VoIP sound quality is dependent on the available bandwidth, and today’s broadband networks offer business-class service which is optimized for voice transmission, and actually gives voice signals priority over other forms of data. The result is that VoIP sound is typically equal to landline quality or better, and superior to cell phone quality in most cases.
2. VoIP Won’t Save You That Much Money
Unlimited local and long-distance calls and international calls at fixed rates lower than landlines or mobile services are part of the typical VoIP package. Especially with a hosted PBX solution, set up and management costs are minimal – much less than for traditional phone hardware. It’s possible for enterprise phone costs to be reduced by 70% or more, if a switch is made to VoIP.
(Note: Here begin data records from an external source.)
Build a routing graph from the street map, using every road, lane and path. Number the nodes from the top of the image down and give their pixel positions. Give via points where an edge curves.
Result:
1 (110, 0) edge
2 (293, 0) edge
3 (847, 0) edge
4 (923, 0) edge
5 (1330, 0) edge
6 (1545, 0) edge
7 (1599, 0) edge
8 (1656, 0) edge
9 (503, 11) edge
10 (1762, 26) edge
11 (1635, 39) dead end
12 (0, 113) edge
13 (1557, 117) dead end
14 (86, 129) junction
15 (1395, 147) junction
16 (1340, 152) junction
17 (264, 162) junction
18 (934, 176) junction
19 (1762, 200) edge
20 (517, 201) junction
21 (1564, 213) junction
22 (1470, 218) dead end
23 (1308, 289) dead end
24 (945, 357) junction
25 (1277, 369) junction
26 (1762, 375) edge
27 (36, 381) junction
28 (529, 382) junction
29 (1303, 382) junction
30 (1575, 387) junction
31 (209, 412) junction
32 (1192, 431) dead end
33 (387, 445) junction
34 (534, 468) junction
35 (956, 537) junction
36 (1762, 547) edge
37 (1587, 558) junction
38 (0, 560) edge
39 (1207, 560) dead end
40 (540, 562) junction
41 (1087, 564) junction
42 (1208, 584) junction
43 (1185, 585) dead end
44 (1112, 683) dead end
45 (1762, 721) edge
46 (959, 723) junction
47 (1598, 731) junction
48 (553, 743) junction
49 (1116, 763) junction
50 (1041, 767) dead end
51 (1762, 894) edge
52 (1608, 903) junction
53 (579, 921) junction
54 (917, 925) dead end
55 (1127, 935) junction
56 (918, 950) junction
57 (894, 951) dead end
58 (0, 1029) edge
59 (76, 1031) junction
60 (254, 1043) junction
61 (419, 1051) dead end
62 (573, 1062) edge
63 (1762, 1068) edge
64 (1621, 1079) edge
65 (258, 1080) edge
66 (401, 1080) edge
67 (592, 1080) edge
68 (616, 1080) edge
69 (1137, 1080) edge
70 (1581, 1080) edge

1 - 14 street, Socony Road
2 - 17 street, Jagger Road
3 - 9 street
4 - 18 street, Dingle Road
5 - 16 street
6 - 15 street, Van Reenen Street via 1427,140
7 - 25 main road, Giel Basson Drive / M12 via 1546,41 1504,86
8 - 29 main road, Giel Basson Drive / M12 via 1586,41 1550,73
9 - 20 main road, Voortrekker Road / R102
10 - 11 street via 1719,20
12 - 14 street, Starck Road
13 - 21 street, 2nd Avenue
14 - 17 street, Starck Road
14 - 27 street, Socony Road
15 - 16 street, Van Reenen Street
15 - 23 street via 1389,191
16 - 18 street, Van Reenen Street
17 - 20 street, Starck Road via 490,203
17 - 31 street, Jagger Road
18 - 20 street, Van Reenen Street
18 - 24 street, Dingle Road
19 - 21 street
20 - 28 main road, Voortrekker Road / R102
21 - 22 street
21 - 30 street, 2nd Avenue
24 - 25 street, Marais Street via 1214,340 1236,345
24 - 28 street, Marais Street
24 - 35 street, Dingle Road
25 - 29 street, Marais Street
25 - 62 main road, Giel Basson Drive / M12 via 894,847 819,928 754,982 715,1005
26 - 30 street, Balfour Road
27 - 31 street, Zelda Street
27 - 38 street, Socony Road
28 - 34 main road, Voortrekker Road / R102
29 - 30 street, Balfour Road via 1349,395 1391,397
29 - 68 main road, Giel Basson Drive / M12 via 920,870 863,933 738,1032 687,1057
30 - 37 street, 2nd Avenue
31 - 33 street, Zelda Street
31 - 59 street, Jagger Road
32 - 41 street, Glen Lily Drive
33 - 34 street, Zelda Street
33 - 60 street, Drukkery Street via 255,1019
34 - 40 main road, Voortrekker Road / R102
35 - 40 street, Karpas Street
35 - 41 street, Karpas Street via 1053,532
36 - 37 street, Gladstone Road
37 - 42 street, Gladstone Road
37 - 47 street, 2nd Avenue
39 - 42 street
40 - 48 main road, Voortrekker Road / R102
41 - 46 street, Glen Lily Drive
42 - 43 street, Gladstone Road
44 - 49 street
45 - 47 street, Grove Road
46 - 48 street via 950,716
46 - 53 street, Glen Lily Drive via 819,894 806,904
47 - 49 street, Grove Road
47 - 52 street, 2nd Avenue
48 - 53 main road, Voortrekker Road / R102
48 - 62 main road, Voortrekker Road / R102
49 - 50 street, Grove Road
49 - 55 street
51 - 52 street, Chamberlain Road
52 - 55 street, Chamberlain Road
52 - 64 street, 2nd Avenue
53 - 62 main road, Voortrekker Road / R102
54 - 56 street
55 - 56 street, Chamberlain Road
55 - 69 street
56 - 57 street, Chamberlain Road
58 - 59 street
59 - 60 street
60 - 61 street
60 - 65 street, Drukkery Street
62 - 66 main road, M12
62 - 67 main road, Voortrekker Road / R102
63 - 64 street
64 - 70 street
3. It’s Difficult To Install And Maintain
With a hosted VoIP system, users don’t need to install anything complex themselves. The service provider sets up and configures your managed router, verifies the state of your internet connections, and gives guidance and technical assistance in setting up all your VoIP connected phones. Many devices come pre-configured out of the box – all you have to do is plug them in.
The major infrastructure for a hosted system is remotely managed by your service provider. Adjustments to your plan (adding or removing lines, etc.) can be made via web-based management software that’s easy to use.
4. VoIP Is Unreliable And Unsafe
A VoIP service is only as “unreliable” as the internet connection that backs it up. Calls can of course be affected by internet service interruptions, network latency, or power outages – but making provisions for sufficient bandwidth (whether as a network host or service provider) can guard against many of these concerns.
Service providers have measures in place like automatic failover or re-routing of calls to mobile phones, for ensuring business continuity during blackouts, natural disasters, or other emergencies. And VoIP systems are actually less susceptible to eavesdropping and security leaks than landlines – though users should ensure that their own network security is in place with measures like encryption and properly configured firewalls.